2.2 Once the nodes have been identified, the control variables are defined based on the node voltages. Obtaining the following equations:
$$Vo=Va-Vc$$ $$Io= \frac {Vc} {4} $$
2.3 Next, the equations of the controlled sources and the equation of the supernode are obtained:
2.3.1 Controlled source equation (4Io)
$$-Va+Vb=4Io$$ $$-Va+Vb=4 \frac {Vc} {4}$$ $$-Va+Vb-Vc=0$$
2.3.2 Supernode equation between *Va* y *Vb*. Kirchhoff's current law is applied in the supernode established between nodes A and B.
$$1 -\frac {Va-Vc}{1}- \frac {Va} {4} -\frac {Vb}{1}+2Vo=0$$ $$1-Va+Vc-\frac {Va}{4}-Vb +2(Va-Vc)=0$$ $$1-Va+Vc-\frac {Va}{4}-Vb +2Va-2Vc=0$$ $$\frac{3}{4} Va-Vb-Vc=-1$$
2.4 Kirchhoff's current law is applied in Vc.
$$ \frac {Va-Vc}{1} -2Vo- \frac {Vc}{4}+\frac{10-Vc}{2}=0$$ $$Va-Vc-2Va+2Vc-\frac {Vc}{4}+5-\frac{ Vc}{2}=0$$ $$-Va+ \frac {Vc}{4}=-5$$
2.5 At this point the system of equations is observed.

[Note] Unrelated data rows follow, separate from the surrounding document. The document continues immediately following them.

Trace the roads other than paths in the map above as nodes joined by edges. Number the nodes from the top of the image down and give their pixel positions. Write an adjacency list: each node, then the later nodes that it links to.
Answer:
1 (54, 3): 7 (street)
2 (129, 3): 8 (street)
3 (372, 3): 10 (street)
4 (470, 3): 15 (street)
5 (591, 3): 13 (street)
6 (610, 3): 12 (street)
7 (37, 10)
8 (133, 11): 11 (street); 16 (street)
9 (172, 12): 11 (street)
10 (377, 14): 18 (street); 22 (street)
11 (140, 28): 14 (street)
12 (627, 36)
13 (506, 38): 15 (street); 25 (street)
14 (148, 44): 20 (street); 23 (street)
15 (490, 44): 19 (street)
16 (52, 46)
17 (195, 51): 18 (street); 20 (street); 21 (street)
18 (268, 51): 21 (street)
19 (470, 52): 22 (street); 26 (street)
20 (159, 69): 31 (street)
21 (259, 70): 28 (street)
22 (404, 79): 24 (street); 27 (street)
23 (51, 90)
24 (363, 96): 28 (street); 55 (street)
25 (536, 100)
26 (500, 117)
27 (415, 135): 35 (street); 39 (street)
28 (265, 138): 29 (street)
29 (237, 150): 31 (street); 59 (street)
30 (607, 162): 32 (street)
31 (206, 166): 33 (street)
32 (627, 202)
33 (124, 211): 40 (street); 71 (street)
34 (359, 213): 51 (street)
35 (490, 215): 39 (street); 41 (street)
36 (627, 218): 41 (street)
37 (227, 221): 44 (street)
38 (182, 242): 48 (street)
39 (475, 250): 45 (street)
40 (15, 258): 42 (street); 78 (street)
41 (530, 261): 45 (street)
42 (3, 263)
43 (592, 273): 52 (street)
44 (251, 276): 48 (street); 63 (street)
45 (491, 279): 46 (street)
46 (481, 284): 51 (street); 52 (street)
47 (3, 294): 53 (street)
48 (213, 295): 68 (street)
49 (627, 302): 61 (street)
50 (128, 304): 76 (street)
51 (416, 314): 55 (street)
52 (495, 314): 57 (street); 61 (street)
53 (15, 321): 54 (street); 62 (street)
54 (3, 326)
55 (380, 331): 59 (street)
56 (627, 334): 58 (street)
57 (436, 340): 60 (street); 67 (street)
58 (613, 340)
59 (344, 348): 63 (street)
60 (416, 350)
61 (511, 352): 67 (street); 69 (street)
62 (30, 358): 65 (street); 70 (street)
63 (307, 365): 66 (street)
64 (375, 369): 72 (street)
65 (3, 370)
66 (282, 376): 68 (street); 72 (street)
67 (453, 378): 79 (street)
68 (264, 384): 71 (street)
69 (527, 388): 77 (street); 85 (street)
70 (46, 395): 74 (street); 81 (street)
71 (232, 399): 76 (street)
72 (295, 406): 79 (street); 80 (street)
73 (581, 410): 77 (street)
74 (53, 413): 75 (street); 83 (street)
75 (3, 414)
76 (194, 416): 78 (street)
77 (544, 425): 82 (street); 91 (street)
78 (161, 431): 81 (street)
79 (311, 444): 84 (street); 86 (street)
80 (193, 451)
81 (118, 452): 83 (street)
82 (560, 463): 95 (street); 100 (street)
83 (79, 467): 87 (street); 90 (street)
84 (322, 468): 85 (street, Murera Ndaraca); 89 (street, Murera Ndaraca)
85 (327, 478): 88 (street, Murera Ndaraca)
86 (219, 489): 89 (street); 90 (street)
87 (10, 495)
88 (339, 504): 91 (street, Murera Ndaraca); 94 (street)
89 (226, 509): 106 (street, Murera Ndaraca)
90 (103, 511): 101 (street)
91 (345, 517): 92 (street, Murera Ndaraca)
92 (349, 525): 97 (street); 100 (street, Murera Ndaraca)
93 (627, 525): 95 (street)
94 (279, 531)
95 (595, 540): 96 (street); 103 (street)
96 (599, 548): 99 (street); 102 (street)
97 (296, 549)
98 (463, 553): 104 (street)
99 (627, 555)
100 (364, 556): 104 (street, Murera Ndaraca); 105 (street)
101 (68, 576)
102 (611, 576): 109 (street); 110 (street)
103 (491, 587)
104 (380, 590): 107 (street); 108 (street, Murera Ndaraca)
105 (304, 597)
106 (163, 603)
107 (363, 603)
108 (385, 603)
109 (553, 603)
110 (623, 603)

$$-Va+Vb-Vc=0$$ $$\frac {3}{4} Va-Vb-Vc=-1$$ $$-Va+\frac{Vc}{4}=-5$$
2.6 To solve this system of equations in Python, the following programming code is implemented.
2.6.1 Python code
2.6.2 To visualize the matrix in Python, assuming that you are working from Spyder, you simply have to "click" on the "play" triangle of the interface, located in the upper part between the middle of the button and the one to execute cell current. After this, the two screens located to the right of the program are observed, the first screen is titled "console" and its function is to display the results of the code: the complex value in rectangular shape and complex value in polar form magnitude and angle in degrees. The second screen has the name "variables explorer" and shows in an organized way in a table, the name of the variables, the type of variable, and the value they have. Furthermore, selecting each of the values obtained shows how data is organized.
2.6 Knowing Va,Vb y Vc, equations are retaken from Io y Vo
$$Vo=Va-Vc =5.09[v]$$ $$Io=\frac{Vc}{4}=-30.3[mA]$$
2.7 With the help of an electrical circuit simulator, it is verified that the theoretical results coincide with the simulated ones.